* _PROBLEM DETAILS_
From the records below, transcribe only the lines running from the one with "position:absolute; width:55px; margin:-28px;" through the one with "font-size:38px; font-weight:800; line-height:1.1". Keep both of those end lines.

[Stored data]
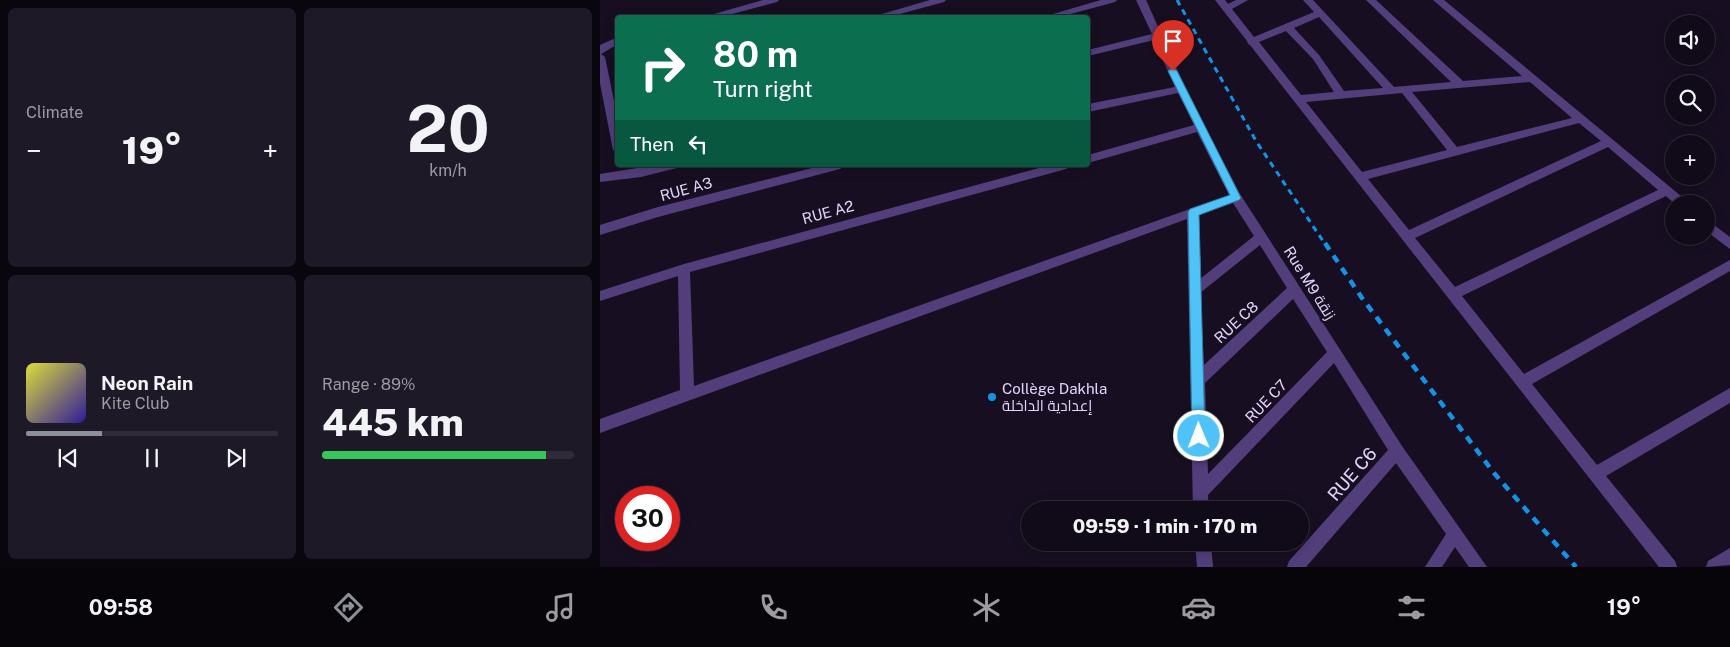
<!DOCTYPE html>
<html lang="en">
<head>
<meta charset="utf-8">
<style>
  :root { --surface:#110b19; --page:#1e1926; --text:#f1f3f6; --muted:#9c9ba2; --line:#302b38; --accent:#8c9099 }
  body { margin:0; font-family:"Public Sans",Cairo,sans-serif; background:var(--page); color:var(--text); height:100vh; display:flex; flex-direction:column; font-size:19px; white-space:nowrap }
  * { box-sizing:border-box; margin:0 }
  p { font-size:16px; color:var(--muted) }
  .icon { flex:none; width:28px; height:28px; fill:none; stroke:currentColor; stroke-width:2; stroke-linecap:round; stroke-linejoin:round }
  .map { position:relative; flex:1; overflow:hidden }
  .drawer { display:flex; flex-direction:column; gap:8px; padding:8px; background:#09060e; width:600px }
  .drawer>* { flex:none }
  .top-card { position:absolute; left:15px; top:15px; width:475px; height:152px; border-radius:5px; box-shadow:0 2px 12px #0003,0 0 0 1px var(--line); background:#0b6e4f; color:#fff; overflow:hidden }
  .fabs { position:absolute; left:1065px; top:15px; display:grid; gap:10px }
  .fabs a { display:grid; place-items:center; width:50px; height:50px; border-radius:50%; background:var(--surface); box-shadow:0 2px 12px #0003,0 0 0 1px var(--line); font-size:25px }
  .speed { position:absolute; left:15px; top:486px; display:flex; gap:10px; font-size:25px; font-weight:700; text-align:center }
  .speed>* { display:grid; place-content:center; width:65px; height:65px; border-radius:50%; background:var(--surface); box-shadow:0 2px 12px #0003,0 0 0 1px var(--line); line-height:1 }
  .speed .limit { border:8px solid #d22; background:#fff; color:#111 }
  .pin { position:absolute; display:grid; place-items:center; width:42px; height:42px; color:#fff; margin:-51px -21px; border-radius:50% 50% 50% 0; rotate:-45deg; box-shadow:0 0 5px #0007 }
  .pin .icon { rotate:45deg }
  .me { position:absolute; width:55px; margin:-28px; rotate:359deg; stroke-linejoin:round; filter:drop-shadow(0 0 4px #0008) }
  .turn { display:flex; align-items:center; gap:18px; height:105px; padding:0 15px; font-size:22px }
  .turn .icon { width:65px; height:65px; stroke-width:2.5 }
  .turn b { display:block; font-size:35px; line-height:42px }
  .then { display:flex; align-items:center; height:48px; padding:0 15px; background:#0003; gap:10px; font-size:19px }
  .big { font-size:38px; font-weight:800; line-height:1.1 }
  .drawer .card { flex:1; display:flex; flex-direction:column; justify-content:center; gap:8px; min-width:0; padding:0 18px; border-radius:8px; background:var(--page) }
  .drawer .dial { align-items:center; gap:0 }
  .dial b { font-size:65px; line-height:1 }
  .song { display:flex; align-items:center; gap:15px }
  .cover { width:60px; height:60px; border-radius:8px; background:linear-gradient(135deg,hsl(60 70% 55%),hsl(250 70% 35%)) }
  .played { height:5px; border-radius:2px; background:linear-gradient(90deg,var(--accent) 30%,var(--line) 30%) }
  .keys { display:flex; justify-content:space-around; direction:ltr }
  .heat { display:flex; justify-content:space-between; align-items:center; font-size:28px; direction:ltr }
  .charge { height:8px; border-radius:4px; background:linear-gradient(90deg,#34c759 89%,var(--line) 0) }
  .drawer .tiles { flex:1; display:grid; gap:8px; grid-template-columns:repeat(2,1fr) }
  .trip { position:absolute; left:421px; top:501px; width:288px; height:50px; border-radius:25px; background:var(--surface); box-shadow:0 2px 12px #0003,0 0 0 1px var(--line); font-weight:800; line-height:50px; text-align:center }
  .tab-bar { display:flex; height:80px; justify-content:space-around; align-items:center; background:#07040a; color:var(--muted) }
  .tab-bar .icon { width:35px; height:35px }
  .tab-bar .active { color:var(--accent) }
  .tab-bar b { font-size:22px; color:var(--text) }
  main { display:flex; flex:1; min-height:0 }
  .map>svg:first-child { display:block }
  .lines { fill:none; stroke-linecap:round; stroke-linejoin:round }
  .minor { fill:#533e7c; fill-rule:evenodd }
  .rail-far1 { stroke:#1293e8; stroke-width:3; stroke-dasharray:6 5; stroke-linecap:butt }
  .rail { stroke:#1293e8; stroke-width:4.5; stroke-dasharray:8 7; stroke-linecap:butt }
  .route { fill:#4fc3f7; stroke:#337fa1 }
  .poi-dot { fill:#1293e8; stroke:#170f21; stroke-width:2 }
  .labels { text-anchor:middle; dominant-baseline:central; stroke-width:5; stroke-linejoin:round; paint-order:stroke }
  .street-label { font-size:15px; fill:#e3d3fb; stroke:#170f21 }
  .poi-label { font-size:15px; fill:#e3d3fb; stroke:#170f21; text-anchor:start }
  .near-street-label { font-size:18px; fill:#e3d3fb; stroke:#170f21 }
</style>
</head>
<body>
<main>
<section class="drawer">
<div class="tiles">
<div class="card"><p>Climate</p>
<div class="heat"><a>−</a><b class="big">19°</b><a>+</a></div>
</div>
<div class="card dial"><b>20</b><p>km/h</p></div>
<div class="card">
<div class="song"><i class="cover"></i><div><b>Neon Rain</b><p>Kite Club</p></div></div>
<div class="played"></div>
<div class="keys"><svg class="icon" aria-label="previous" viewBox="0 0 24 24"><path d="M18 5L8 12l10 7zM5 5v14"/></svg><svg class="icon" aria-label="pause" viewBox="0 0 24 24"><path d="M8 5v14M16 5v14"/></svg><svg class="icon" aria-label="next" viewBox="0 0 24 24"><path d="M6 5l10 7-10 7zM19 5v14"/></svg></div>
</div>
<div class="card"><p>Range · 89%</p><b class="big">445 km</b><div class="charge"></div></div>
</div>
</section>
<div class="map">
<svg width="1130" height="567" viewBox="0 0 1130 567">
  <rect width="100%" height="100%" fill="#170f21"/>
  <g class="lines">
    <!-- minor -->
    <path class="minor" d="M163 0H179L177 2 117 18H100Z
      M330 0H346L344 2 285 18H268Z
      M501 0H517L515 2 456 18H439Z
      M536 0H546L586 89 640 194 802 446 887 567H869L855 547 842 567H825L846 534 796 463 706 567H687L689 561 788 450 734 363 608 495 609 510H593L587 219 0 433V419L80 390 78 276 0 301V291L84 264 450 165H472L466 169 90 272 94 386 629 195 597 132 488 163V155L594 125 578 93 488 112V104L575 87 554 40 488 56V50L552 34ZM633 203 654 236 600 279 599 215ZM660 245 687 288 604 365 600 293ZM693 299 727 352 608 474 605 383Z
      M615 0H625L628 4 636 0H648L632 9 654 37 714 12 703 0H713L794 87 851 82 766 0H776L863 81 922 76 833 0H844L1087 201 1089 204H1075L1066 196 862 296 924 374 1130 260V271L932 384 997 465 1130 388V403L1006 476 1075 561 1077 567H1059L650 45 648 44 647 41ZM719 17 783 88 744 91 719 55 694 28ZM686 31 713 59 734 92 701 95 659 42ZM930 82 972 118 857 147 812 92ZM802 93 847 150 762 172 706 102ZM979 123 1001 141 809 230 768 179ZM1008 147 1058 190 855 287 815 238Z
      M18 37V44L1 54 5 57 18 120V154L13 150 0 83V45Z
      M56 165H79L77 168 41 177 0 182V174Z
      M224 165H246L240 169 58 217 0 235V225L58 207Z
      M1106 219 1130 237V249L1106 231Z
      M595 542H611L613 567H597Z
      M1130 548V565L1106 567 1108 561Z"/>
    <!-- rail-far1 -->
    <path class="rail-far1" d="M577 0 656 141 725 244"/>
    <!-- rail -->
    <path class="rail" d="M725 243 762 298 894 473 976 567"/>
  </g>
  <!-- route -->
  <path class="route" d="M573 68 577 71 641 198 639 200 599 215 605 436 603 441 599 443 594 441 592 436 588 212 590 209 630 195 568 71Z"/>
  <!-- markers -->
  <circle class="poi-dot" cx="392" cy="397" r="5"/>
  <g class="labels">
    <!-- street labels -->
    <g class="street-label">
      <text transform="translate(86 189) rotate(-15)">RUE A3</text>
      <text transform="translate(228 212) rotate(-15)">RUE A2</text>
      <text transform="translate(710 283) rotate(58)">Rue M9 زنقة</text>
      <text transform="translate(636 322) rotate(-43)">RUE C8</text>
      <text transform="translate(666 401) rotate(-46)">RUE C7</text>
    </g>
    <!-- poi labels -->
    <g class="poi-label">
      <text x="402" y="388">Collège Dakhla<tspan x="402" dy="17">إعدادية الداخلة</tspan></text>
    </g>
    <!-- near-street labels -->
    <g class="near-street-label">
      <text transform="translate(752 474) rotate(-49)">RUE C6</text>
    </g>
  </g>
</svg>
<div class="fabs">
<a><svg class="icon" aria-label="sound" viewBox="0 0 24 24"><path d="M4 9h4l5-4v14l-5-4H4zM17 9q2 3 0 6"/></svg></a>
<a><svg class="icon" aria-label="search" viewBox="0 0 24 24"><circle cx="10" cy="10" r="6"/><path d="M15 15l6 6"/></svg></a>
<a>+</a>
<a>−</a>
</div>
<div class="speed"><div class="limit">30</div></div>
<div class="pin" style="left:573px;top:71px;background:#d93025"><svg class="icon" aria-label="arrive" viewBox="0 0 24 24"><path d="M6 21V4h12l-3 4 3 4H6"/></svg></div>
<svg class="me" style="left:599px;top:436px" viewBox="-20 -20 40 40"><circle r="17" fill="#4fc3f7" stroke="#fff" stroke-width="3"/><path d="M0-11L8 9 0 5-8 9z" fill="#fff"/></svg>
<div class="trip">09:59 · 1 min · 170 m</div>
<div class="top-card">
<div class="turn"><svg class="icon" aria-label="right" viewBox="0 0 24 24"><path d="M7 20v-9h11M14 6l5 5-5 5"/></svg><div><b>80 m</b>Turn right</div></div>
<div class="then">Then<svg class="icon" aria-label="left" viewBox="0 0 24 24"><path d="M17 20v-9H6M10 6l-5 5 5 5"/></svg></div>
</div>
</div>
</main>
<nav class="tab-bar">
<b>09:58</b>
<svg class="icon active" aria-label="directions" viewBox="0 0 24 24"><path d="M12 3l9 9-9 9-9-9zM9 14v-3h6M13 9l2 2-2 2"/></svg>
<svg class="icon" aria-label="music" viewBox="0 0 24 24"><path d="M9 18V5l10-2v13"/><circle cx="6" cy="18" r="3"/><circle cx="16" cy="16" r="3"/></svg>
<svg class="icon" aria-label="phone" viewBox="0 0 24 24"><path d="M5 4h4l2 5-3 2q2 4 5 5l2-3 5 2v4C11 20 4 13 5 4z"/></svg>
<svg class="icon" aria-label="climate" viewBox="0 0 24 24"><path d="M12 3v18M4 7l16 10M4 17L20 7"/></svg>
<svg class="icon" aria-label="car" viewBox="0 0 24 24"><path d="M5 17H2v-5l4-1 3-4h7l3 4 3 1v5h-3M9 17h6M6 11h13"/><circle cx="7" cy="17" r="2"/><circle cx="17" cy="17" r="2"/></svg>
<svg class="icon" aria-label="filters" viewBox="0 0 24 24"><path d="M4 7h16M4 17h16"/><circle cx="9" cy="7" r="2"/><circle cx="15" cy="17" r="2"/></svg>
<b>19°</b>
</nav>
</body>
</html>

* _RESULT BELOW_
  .me { position:absolute; width:55px; margin:-28px; rotate:359deg; stroke-linejoin:round; filter:drop-shadow(0 0 4px #0008) }
  .turn { display:flex; align-items:center; gap:18px; height:105px; padding:0 15px; font-size:22px }
  .turn .icon { width:65px; height:65px; stroke-width:2.5 }
  .turn b { display:block; font-size:35px; line-height:42px }
  .then { display:flex; align-items:center; height:48px; padding:0 15px; background:#0003; gap:10px; font-size:19px }
  .big { font-size:38px; font-weight:800; line-height:1.1 }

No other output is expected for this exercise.